Ceta Riester assure que le Sénat aura à se prononcer sur sa ratification

AFP

Le Sénat « sera naturellement amené à se prononcer » sur la ratification du Ceta, a affirmé jeudi devant la chambre haute le ministre chargé du commerce extérieur Franck Riester, alors que cet accord controversé de libre-échange UE-Canada est déjà partiellement appliqué, à titre provisoire.
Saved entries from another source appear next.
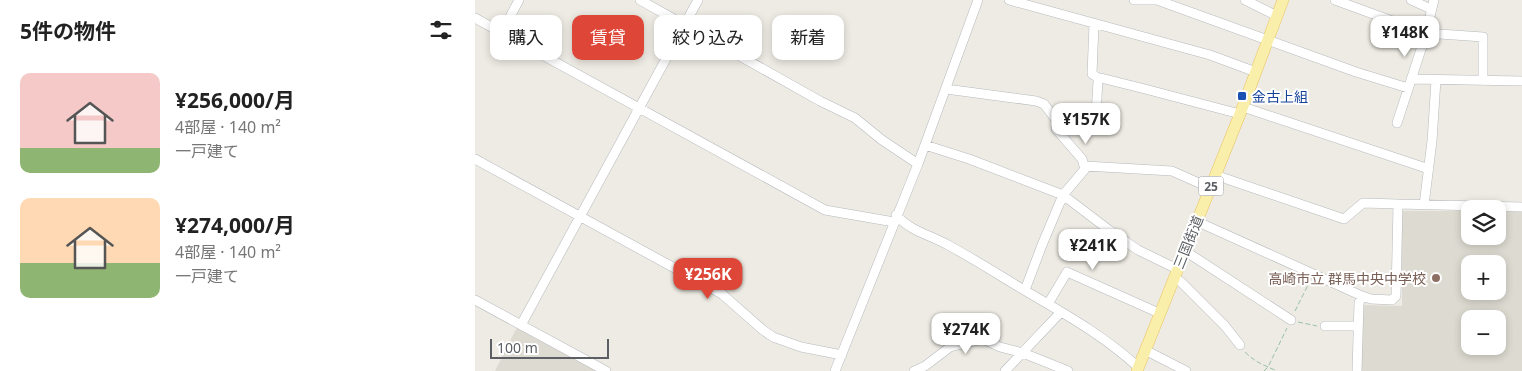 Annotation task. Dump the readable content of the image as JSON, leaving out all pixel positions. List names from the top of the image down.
{
  "streets": {
    "main road": ["25", "三国街道"]
  },
  "places": {
    "transit": ["金古上組"],
    "other": ["高崎市立 群馬中央中学校"]
  },
  "scale_bar": "100 m",
  "page": {
    "heading": "5件の物件",
    "chip": [
      "購入",
      "賃貸",
      "絞り込み",
      "新着"
    ],
    "price": [
      "¥148K",
      "¥157K",
      "¥241K",
      "¥256K",
      "¥274K"
    ],
    "list": [
      {
        "name": "¥256,000/月",
        "note": "4部屋 · 140 m² · 一戸建て"
      },
      {
        "name": "¥274,000/月",
        "note": "4部屋 · 140 m² · 一戸建て"
      }
    ],
    "map_buttons": ["+", "−"],
    "scale": "100 m"
  }
}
Le Sénat, dominé par l'opposition de droite, a adopté à l'unanimité une proposition de résolution du groupe CRCE à majorité communiste demandant de pouvoir débattre du projet de loi de ratification du Ceta. Approuvé le 23 juillet 2019 à l'Assemblée nationale par 266 voix contre 213 et 74 abstentions, il n'a depuis toujours pas été inscrit à l'ordre du jour du Sénat.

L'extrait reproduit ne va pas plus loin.